BEGIN

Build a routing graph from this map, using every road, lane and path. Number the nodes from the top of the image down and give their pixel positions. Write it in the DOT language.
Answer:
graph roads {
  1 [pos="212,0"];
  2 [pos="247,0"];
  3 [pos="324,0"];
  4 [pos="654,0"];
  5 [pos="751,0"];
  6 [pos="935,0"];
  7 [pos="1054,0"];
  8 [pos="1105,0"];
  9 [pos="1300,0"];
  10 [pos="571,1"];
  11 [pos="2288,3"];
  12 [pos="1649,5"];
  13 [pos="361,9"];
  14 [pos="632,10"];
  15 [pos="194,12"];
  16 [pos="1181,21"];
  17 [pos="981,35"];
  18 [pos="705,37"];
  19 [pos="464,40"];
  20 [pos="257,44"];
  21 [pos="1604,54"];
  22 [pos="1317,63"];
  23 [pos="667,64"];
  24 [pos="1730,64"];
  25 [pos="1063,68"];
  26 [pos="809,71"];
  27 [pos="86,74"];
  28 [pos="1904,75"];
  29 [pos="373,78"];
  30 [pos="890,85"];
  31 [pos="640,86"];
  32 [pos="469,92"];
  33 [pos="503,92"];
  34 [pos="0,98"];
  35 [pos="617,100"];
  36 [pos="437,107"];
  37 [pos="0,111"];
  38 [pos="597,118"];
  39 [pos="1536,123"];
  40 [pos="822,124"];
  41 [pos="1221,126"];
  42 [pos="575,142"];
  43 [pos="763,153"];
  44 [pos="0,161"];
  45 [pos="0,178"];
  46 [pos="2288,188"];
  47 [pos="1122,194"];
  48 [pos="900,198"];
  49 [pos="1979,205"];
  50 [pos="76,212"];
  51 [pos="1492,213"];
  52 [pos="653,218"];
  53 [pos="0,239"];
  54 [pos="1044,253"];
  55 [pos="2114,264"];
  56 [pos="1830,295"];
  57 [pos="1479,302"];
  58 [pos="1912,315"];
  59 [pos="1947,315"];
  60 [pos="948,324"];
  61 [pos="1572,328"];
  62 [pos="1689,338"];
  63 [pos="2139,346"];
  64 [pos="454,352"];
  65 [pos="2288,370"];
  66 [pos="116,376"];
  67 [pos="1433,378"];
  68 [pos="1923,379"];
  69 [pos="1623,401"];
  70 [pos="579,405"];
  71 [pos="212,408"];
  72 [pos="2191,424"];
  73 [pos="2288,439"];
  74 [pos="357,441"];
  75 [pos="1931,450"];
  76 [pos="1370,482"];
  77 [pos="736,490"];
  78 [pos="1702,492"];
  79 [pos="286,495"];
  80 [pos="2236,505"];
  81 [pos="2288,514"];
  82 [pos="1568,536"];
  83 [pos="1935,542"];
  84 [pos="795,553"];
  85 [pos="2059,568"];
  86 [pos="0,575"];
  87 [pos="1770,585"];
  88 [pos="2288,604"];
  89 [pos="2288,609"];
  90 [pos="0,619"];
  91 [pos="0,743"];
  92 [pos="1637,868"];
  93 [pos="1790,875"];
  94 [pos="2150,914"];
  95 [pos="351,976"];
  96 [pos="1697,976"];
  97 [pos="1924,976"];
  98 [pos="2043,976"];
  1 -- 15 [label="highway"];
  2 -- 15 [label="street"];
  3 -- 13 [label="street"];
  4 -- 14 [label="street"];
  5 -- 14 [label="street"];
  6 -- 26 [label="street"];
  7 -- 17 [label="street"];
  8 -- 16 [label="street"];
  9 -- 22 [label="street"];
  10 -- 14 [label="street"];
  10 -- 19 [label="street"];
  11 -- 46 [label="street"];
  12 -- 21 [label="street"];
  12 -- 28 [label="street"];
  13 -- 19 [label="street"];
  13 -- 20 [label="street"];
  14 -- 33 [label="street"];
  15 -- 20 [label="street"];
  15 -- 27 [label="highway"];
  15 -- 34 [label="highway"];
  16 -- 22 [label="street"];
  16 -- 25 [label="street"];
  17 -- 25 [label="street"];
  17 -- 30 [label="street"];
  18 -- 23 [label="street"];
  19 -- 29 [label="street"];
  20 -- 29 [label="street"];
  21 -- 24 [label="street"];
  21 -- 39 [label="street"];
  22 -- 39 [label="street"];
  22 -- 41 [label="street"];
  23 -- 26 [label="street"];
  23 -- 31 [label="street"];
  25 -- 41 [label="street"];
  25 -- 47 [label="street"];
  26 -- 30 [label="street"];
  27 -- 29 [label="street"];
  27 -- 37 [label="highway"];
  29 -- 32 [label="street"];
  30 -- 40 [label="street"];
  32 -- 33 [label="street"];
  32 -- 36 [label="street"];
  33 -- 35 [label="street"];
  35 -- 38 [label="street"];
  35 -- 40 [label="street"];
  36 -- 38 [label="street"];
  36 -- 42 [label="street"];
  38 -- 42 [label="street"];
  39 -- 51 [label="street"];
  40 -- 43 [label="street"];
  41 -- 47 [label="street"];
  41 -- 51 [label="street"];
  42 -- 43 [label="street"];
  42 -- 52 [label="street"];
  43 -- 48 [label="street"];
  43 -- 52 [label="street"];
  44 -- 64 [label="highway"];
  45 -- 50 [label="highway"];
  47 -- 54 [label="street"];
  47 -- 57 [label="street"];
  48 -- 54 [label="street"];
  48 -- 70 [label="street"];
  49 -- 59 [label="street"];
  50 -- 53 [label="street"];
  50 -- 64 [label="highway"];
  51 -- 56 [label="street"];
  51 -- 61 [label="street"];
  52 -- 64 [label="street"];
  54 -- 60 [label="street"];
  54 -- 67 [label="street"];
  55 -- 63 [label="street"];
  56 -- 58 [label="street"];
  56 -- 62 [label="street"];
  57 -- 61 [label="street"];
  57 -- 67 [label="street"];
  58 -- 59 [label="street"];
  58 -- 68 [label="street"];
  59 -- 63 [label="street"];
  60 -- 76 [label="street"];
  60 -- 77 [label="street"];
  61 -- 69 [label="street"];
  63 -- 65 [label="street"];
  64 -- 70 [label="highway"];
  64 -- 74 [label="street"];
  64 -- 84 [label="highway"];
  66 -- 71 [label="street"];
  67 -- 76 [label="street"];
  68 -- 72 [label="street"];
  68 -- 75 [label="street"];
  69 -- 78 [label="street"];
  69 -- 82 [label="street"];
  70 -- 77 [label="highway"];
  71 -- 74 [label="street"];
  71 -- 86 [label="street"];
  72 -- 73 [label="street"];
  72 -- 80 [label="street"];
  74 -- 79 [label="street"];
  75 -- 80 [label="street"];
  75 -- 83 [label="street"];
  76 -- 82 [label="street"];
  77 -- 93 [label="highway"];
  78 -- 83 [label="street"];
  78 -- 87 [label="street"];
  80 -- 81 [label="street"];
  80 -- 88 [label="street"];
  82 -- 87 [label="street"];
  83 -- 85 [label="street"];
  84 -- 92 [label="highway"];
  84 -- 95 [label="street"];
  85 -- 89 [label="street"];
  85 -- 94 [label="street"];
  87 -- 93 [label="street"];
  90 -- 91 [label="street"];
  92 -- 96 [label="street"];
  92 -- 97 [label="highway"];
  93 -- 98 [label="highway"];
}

END

DIRECTIONS FOR THIS TASK:
The full listing must be retyped precisely, with no line left out.

FINISHED EXERCISE:
Build a routing graph from this map, using every road, lane and path. Number the nodes from the top of the image down and give their pixel positions. Write it in the DOT language.
Answer:
graph roads {
  1 [pos="212,0"];
  2 [pos="247,0"];
  3 [pos="324,0"];
  4 [pos="654,0"];
  5 [pos="751,0"];
  6 [pos="935,0"];
  7 [pos="1054,0"];
  8 [pos="1105,0"];
  9 [pos="1300,0"];
  10 [pos="571,1"];
  11 [pos="2288,3"];
  12 [pos="1649,5"];
  13 [pos="361,9"];
  14 [pos="632,10"];
  15 [pos="194,12"];
  16 [pos="1181,21"];
  17 [pos="981,35"];
  18 [pos="705,37"];
  19 [pos="464,40"];
  20 [pos="257,44"];
  21 [pos="1604,54"];
  22 [pos="1317,63"];
  23 [pos="667,64"];
  24 [pos="1730,64"];
  25 [pos="1063,68"];
  26 [pos="809,71"];
  27 [pos="86,74"];
  28 [pos="1904,75"];
  29 [pos="373,78"];
  30 [pos="890,85"];
  31 [pos="640,86"];
  32 [pos="469,92"];
  33 [pos="503,92"];
  34 [pos="0,98"];
  35 [pos="617,100"];
  36 [pos="437,107"];
  37 [pos="0,111"];
  38 [pos="597,118"];
  39 [pos="1536,123"];
  40 [pos="822,124"];
  41 [pos="1221,126"];
  42 [pos="575,142"];
  43 [pos="763,153"];
  44 [pos="0,161"];
  45 [pos="0,178"];
  46 [pos="2288,188"];
  47 [pos="1122,194"];
  48 [pos="900,198"];
  49 [pos="1979,205"];
  50 [pos="76,212"];
  51 [pos="1492,213"];
  52 [pos="653,218"];
  53 [pos="0,239"];
  54 [pos="1044,253"];
  55 [pos="2114,264"];
  56 [pos="1830,295"];
  57 [pos="1479,302"];
  58 [pos="1912,315"];
  59 [pos="1947,315"];
  60 [pos="948,324"];
  61 [pos="1572,328"];
  62 [pos="1689,338"];
  63 [pos="2139,346"];
  64 [pos="454,352"];
  65 [pos="2288,370"];
  66 [pos="116,376"];
  67 [pos="1433,378"];
  68 [pos="1923,379"];
  69 [pos="1623,401"];
  70 [pos="579,405"];
  71 [pos="212,408"];
  72 [pos="2191,424"];
  73 [pos="2288,439"];
  74 [pos="357,441"];
  75 [pos="1931,450"];
  76 [pos="1370,482"];
  77 [pos="736,490"];
  78 [pos="1702,492"];
  79 [pos="286,495"];
  80 [pos="2236,505"];
  81 [pos="2288,514"];
  82 [pos="1568,536"];
  83 [pos="1935,542"];
  84 [pos="795,553"];
  85 [pos="2059,568"];
  86 [pos="0,575"];
  87 [pos="1770,585"];
  88 [pos="2288,604"];
  89 [pos="2288,609"];
  90 [pos="0,619"];
  91 [pos="0,743"];
  92 [pos="1637,868"];
  93 [pos="1790,875"];
  94 [pos="2150,914"];
  95 [pos="351,976"];
  96 [pos="1697,976"];
  97 [pos="1924,976"];
  98 [pos="2043,976"];
  1 -- 15 [label="highway"];
  2 -- 15 [label="street"];
  3 -- 13 [label="street"];
  4 -- 14 [label="street"];
  5 -- 14 [label="street"];
  6 -- 26 [label="street"];
  7 -- 17 [label="street"];
  8 -- 16 [label="street"];
  9 -- 22 [label="street"];
  10 -- 14 [label="street"];
  10 -- 19 [label="street"];
  11 -- 46 [label="street"];
  12 -- 21 [label="street"];
  12 -- 28 [label="street"];
  13 -- 19 [label="street"];
  13 -- 20 [label="street"];
  14 -- 33 [label="street"];
  15 -- 20 [label="street"];
  15 -- 27 [label="highway"];
  15 -- 34 [label="highway"];
  16 -- 22 [label="street"];
  16 -- 25 [label="street"];
  17 -- 25 [label="street"];
  17 -- 30 [label="street"];
  18 -- 23 [label="street"];
  19 -- 29 [label="street"];
  20 -- 29 [label="street"];
  21 -- 24 [label="street"];
  21 -- 39 [label="street"];
  22 -- 39 [label="street"];
  22 -- 41 [label="street"];
  23 -- 26 [label="street"];
  23 -- 31 [label="street"];
  25 -- 41 [label="street"];
  25 -- 47 [label="street"];
  26 -- 30 [label="street"];
  27 -- 29 [label="street"];
  27 -- 37 [label="highway"];
  29 -- 32 [label="street"];
  30 -- 40 [label="street"];
  32 -- 33 [label="street"];
  32 -- 36 [label="street"];
  33 -- 35 [label="street"];
  35 -- 38 [label="street"];
  35 -- 40 [label="street"];
  36 -- 38 [label="street"];
  36 -- 42 [label="street"];
  38 -- 42 [label="street"];
  39 -- 51 [label="street"];
  40 -- 43 [label="street"];
  41 -- 47 [label="street"];
  41 -- 51 [label="street"];
  42 -- 43 [label="street"];
  42 -- 52 [label="street"];
  43 -- 48 [label="street"];
  43 -- 52 [label="street"];
  44 -- 64 [label="highway"];
  45 -- 50 [label="highway"];
  47 -- 54 [label="street"];
  47 -- 57 [label="street"];
  48 -- 54 [label="street"];
  48 -- 70 [label="street"];
  49 -- 59 [label="street"];
  50 -- 53 [label="street"];
  50 -- 64 [label="highway"];
  51 -- 56 [label="street"];
  51 -- 61 [label="street"];
  52 -- 64 [label="street"];
  54 -- 60 [label="street"];
  54 -- 67 [label="street"];
  55 -- 63 [label="street"];
  56 -- 58 [label="street"];
  56 -- 62 [label="street"];
  57 -- 61 [label="street"];
  57 -- 67 [label="street"];
  58 -- 59 [label="street"];
  58 -- 68 [label="street"];
  59 -- 63 [label="street"];
  60 -- 76 [label="street"];
  60 -- 77 [label="street"];
  61 -- 69 [label="street"];
  63 -- 65 [label="street"];
  64 -- 70 [label="highway"];
  64 -- 74 [label="street"];
  64 -- 84 [label="highway"];
  66 -- 71 [label="street"];
  67 -- 76 [label="street"];
  68 -- 72 [label="street"];
  68 -- 75 [label="street"];
  69 -- 78 [label="street"];
  69 -- 82 [label="street"];
  70 -- 77 [label="highway"];
  71 -- 74 [label="street"];
  71 -- 86 [label="street"];
  72 -- 73 [label="street"];
  72 -- 80 [label="street"];
  74 -- 79 [label="street"];
  75 -- 80 [label="street"];
  75 -- 83 [label="street"];
  76 -- 82 [label="street"];
  77 -- 93 [label="highway"];
  78 -- 83 [label="street"];
  78 -- 87 [label="street"];
  80 -- 81 [label="street"];
  80 -- 88 [label="street"];
  82 -- 87 [label="street"];
  83 -- 85 [label="street"];
  84 -- 92 [label="highway"];
  84 -- 95 [label="street"];
  85 -- 89 [label="street"];
  85 -- 94 [label="street"];
  87 -- 93 [label="street"];
  90 -- 91 [label="street"];
  92 -- 96 [label="street"];
  92 -- 97 [label="highway"];
  93 -- 98 [label="highway"];
}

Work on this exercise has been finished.